Transforming Sequential Code to Parallel Code

Until recently, most Visual Basic code was written with a sequential and synchronous execution approach. Therefore, a lot of algorithms have been designed with neither concurrency nor parallelism in mind. Typically, you won't find algorithms that can be completely converted to fully parallelized and perfectly scalable code. It could happen, but it represents an ideal situation and it isn't the most common scenario.

When you have sequential code and you want to take advantage of potential parallelism to achieve better performance, you have to find hotspots. Then you can convert them to parallel code, measure speedups, identify potential scalability, and ensure that you haven't introduced new bugs while transforming the existing sequential code to parallel code.
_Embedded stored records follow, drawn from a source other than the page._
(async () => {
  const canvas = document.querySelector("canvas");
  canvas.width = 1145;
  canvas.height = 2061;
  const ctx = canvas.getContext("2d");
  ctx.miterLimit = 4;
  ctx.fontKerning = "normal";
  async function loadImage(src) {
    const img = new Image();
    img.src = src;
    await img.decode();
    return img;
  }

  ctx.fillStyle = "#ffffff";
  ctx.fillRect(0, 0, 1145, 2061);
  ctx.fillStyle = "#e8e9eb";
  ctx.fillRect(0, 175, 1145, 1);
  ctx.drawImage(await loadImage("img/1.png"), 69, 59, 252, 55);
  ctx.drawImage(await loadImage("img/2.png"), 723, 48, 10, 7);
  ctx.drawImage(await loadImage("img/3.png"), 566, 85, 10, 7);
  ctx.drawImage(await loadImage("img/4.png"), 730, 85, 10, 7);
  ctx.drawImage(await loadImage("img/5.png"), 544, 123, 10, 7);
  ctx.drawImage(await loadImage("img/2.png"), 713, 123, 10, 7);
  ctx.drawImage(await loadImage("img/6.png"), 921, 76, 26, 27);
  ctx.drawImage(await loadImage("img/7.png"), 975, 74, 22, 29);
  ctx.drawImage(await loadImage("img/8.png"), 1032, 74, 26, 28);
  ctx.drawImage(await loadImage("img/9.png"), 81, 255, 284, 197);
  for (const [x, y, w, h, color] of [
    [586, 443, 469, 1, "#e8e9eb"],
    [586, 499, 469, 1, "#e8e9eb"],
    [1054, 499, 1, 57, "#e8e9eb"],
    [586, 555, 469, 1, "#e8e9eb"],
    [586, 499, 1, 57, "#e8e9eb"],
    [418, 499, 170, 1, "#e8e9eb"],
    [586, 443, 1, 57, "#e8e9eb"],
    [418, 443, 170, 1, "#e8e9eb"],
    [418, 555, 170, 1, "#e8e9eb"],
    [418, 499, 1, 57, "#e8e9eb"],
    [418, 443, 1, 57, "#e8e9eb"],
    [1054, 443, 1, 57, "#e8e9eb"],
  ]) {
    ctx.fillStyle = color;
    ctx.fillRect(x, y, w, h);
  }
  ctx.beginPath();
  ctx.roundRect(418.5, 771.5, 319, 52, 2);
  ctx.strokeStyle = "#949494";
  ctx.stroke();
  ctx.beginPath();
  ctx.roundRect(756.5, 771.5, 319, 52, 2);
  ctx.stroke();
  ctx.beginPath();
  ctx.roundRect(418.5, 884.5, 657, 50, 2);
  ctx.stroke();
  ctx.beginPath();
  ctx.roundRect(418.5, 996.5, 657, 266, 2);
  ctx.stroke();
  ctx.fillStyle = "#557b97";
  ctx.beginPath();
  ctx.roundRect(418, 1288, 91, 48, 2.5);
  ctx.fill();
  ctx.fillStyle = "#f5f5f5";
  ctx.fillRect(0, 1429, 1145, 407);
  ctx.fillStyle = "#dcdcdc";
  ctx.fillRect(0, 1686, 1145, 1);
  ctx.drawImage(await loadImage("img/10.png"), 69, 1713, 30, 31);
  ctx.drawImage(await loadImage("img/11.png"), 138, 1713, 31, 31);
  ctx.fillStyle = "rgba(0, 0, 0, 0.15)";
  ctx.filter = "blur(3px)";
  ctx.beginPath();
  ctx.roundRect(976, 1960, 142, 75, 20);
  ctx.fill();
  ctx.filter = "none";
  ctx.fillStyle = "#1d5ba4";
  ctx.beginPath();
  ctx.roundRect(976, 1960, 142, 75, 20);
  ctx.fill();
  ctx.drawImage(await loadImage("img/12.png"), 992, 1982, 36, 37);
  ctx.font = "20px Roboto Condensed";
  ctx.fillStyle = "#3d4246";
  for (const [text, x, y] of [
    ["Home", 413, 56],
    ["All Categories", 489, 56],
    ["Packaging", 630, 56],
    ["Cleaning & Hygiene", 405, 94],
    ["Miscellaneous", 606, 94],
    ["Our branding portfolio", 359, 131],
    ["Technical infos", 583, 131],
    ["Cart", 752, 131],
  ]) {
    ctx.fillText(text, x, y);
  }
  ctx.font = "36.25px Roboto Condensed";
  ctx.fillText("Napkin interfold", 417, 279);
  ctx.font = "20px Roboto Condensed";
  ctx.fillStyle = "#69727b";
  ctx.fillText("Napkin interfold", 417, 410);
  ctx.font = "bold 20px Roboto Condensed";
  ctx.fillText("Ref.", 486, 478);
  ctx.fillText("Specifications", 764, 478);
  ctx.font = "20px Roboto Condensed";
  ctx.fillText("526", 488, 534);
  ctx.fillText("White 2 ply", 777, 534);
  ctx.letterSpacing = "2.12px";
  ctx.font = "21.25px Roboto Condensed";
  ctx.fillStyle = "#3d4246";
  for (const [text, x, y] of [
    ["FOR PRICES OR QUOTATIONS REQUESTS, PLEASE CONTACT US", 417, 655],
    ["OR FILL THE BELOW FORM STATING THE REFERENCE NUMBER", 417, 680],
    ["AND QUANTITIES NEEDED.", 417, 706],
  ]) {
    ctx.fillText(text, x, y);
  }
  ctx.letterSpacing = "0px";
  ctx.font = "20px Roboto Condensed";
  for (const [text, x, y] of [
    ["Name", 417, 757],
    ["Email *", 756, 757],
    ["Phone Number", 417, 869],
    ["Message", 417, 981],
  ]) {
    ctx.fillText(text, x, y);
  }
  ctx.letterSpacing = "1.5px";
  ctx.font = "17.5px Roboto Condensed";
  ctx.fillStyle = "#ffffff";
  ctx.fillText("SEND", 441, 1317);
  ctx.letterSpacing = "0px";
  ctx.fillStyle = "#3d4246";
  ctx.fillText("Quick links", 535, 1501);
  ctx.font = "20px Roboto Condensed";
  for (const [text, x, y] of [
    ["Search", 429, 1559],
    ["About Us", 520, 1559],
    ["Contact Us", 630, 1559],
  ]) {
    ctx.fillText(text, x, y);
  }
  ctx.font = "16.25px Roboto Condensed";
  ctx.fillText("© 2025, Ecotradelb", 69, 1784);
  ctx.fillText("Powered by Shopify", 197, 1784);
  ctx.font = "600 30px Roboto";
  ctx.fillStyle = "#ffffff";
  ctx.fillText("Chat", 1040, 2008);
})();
A hotspot is a part of the code that takes significant time to run. You can achieve speedups if it is split into two or more pieces running in parallel. If part of the code doesn't take significant time to run, the overhead introduced by TPL could reduce the performance improvement to worthless or even make the parallelized code run slower than the sequential version. Once you begin working with the different options offered by TPL, it is going to be easier for you to detect the hotspots in sequential code.

Detecting Hotspots

The code discussed in this section is from code file Listing01.sln and shows an example of a very simple console application that runs two sequential subroutines:

1. GenerateAESKeys—This runs a For loop to generate the number of AES keys specified by the NUM_AES_KEYS constant. It uses the GenerateKey method provided by the System.Security.Cryptography.AesManaged class. Once the key is generated, it stores the results of converting the Byte array into a hexadecimal string representation (ConvertToHexString) in the hexString local variable.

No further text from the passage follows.